Willkommen zurück. Heute mit einer Sonderausgabe zu den Ergebnissen der ersten Runde der Präsidentschaftswahlen in Brasilien. Alle Wahlergebnisse zum Nachlesen gibt es zum Beispiel beim Portal UOL.
THE POLLING INDUSTRY is a wreck, and should be blown up.
Mit diesem scheinbar übertriebenen Satz beschrieb der Newsletter D.C. Playbook des Magazins Politico am Tag nach der US-Wahl im November 2020 den Zustand der Umfrageinsititute. Diese hatten – nach dem Desaster von 2016 – ein weiteres Mal die Zustimmungswerte von Demokraten und Republikanern in vielen Fällen falsch eingeschätzt und so Demokraten oft viel zu gute Umfragewerte in vielen wichtigen Rennen beschert.
Das Problem, dass seriöse Umfrageinstitute die Zustimmung gerade für konservative oder rechte Kandidatinnen und Kandidaten nicht korrekt abbilden können, ist aber kein rein US-amerikanisches Phänomen. Der vergangene Sonntag in Brasilien hat gezeigt, dass auch dort selbst seriöse Umfrageinstitute wie Datafolha oder Ibope die politische Stimmung in der größten Demokratie Lateinamerikas nicht vollständig abbilden können.
Folgende fünf Erkenntnisse bleiben nach dem ersten Wahlgang übrig:
Die Umfragen haben nur einseitig versagt
Was am erstaunlichsten bei den Umfragen vor der Wahl ist: Sie haben die Zustimmung für Lula (PT) und auch für eine Reihe weiterer Kandidaten relativ korrekt eingeschätzt. Lula lag im Endeffekt leicht unter den Prognosen, aber immer noch innerhalb der Fehlertoleranz. Gleiches gilt für Simone Tebet (MDB) und Ciro Gomes (PDT).

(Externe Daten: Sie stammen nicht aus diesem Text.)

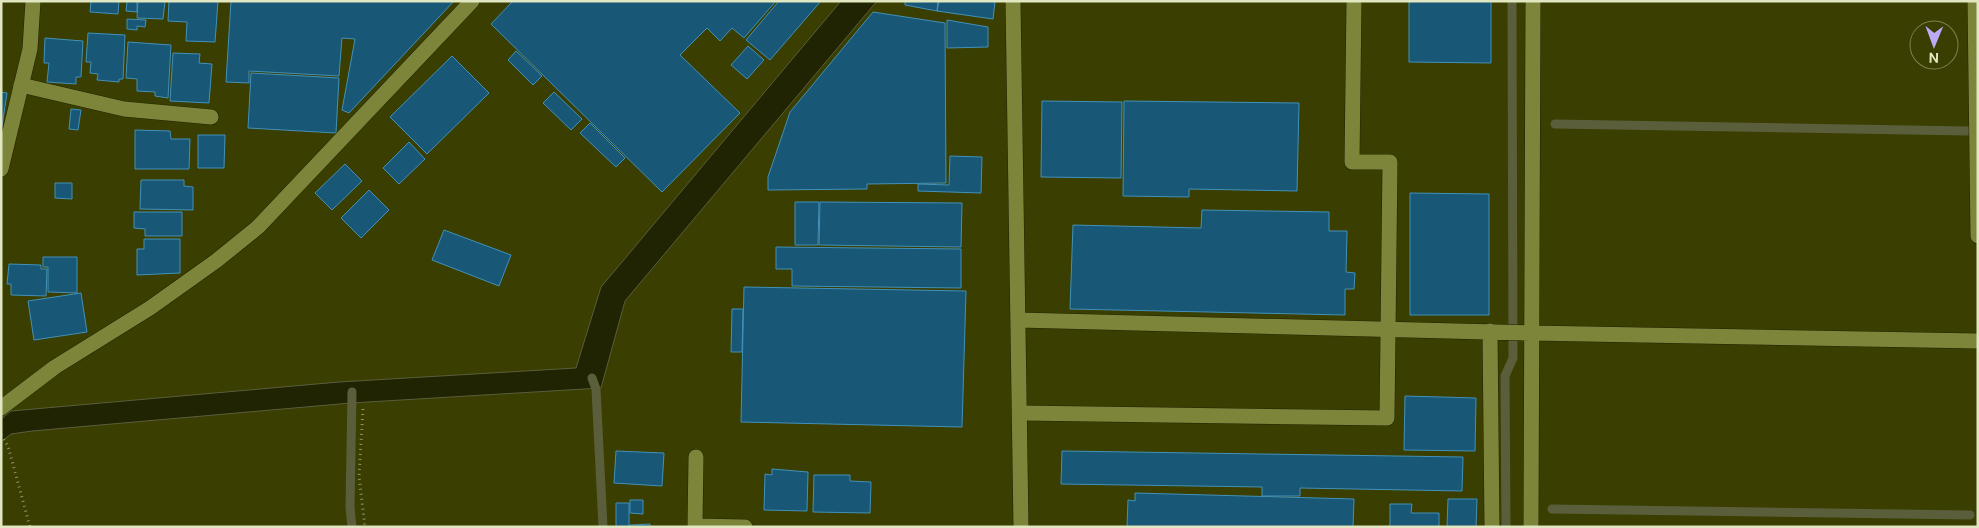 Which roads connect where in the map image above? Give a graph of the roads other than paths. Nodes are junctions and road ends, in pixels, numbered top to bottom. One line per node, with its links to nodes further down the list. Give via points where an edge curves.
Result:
1 (33, 1): 7 (street, via 30,49)
2 (472, 1): 16 (street, via 258,227 150,308)
3 (1013, 1): 11 (street)
4 (1354, 1): 12 (street, via 1352,162 1390,162)
5 (1533, 1): 14 (street)
6 (1975, 1): 10 (street)
7 (21, 85): 8 (street, via 124,108); 9 (street)
8 (211, 117)
9 (1, 170)
10 (1978, 236)
11 (1019, 320): 12 (street); 17 (street)
12 (1388, 329): 13 (street); 17 (street, via 1387,418)
13 (1490, 332): 14 (street); 21 (street)
14 (1528, 333): 15 (street); 22 (street)
15 (1978, 341)
16 (2, 402)
17 (1020, 413): 20 (street)
18 (696, 457): 19 (street, via 695,526)
19 (745, 527)
20 (1021, 527)
21 (1492, 527)
22 (1531, 527)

Ganz anders das Bild bei Amtsinhaber Bolsonaro. Dieser lag nach dem ersten Wahlausgang bei 43 % und damit knapp 10 Prozentpunkte über dem, was ihm die Umfragen zuvor maximal bescheinigt hatten. Perfide ist, dass Bolsonaros Behauptung, man müsse Umfragen misstrauen und er selbst achte lieber auf die Stimmung in den Straßen als auf die Umfrageinstitute – “lieber Datapovo statt Datafolha”, um ihn hier einmal unübersetzbar zu zitieren.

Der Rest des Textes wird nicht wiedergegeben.